I think where Con could have taken a substantial positive argument is on this point about popularity and what it means for the institution. Only Con's case has a certainty of high popularity, whereas Pro is throwing that into flux and uncertainty. However, Con never really makes a solid argument for why that popularity is important. Pro gives me a much more solid case for why public perception of strength is important, and so that seems to outweigh. Spreading out power seems to at least somewhat reduce that perception, so the link is there even in the event that the Queen manages to keep herself healthy by reducing her workload. The training and experience of Prince Charles don't have a solid link to better outcomes, so I can't do much with that. If it's going to increase his popularity, I need to know a) why that's a big deal, and b) why it hasn't happened yet. I don't know the answers to those questions. I buy that there's some possible benefit to his ratings with the general public, but the link is weak, and the impact difficult to assess.
Beyond that, Pro left the date of the resignation vague, so the idea that she's resigning tomorrow if I vote Pro doesn't link well to the case either. Building up reputation might be necessary before she finds it convenient to resign. Personally, I would have found fault with that within the debate, but as Con didn't express any concerns, I'm forced to accept it as is.
It was a good debate, guys, but it appears to me that Pro put down enough argumentation to satisfy his burdens, and Con simply didn't assault them all as well as he should have. That might be the result of the time issues that he encountered, as much of his initial case actually seemed to be paving the way for future explanation that simply never came. Con's rebuttals just seemed to miss much of the key issues, and while Pro's case built in steam as the debate continued, Con's continued to function under limited analysis with little offense and mostly mitigation being utilized. Pro gives me sufficient reasoning to believe that the Queen should resign at her earliest convenience, ergo that's where I vote.Feedback:
I think your case had a lot of merit, but far too often (as you can see in my RFD), I'm asking "why?" Specifically, I'm asking why things will happen the way you say, and why impacts are important. Those things should be very clear, and perhaps they are to you, but they stand out as easy points of attack and, if bsh1 had used them, turns. I think you had the right points, they just really needed the extra support to make them potent.

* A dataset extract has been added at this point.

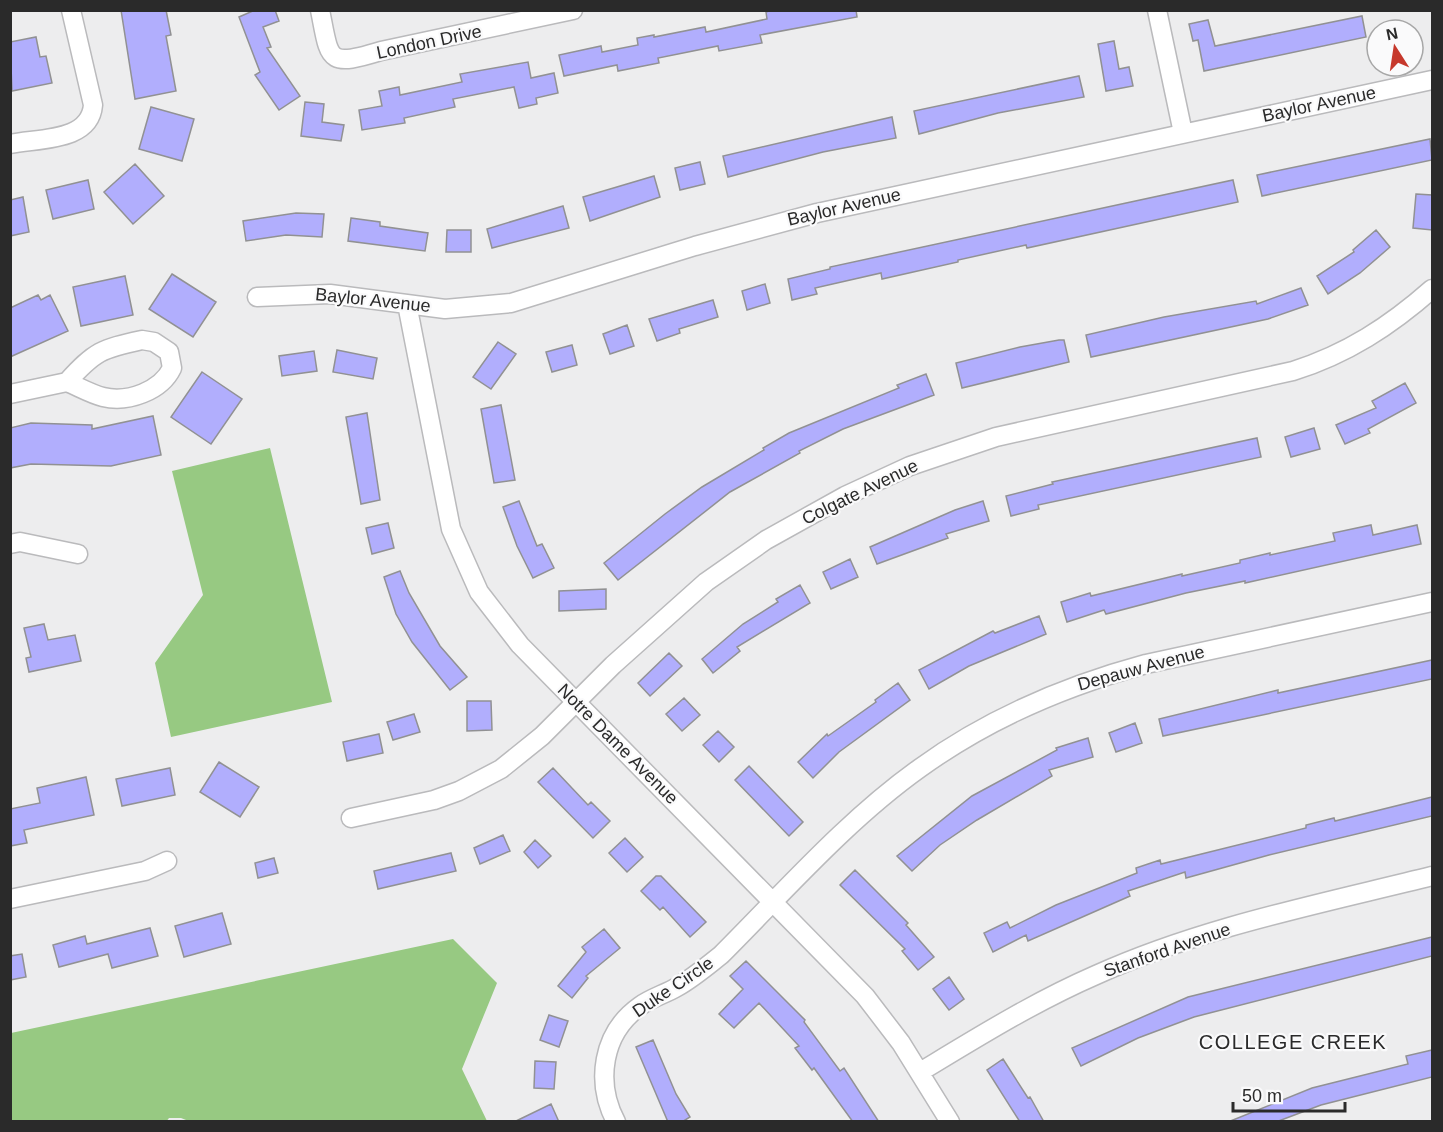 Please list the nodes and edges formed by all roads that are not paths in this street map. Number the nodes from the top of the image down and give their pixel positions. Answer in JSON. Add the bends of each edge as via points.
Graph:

I can tell that there were some factors of time that played into this, needless to say it wasn't your best performance. I keep the page up and refresh every day or so to make sure I haven't missed anything. I don't think I need to say much here except that you fell into many of the same traps of assumption of impact here, and that your case really lacked the necessary links and warrants to challenge nzlockie's. Just bear that in mind.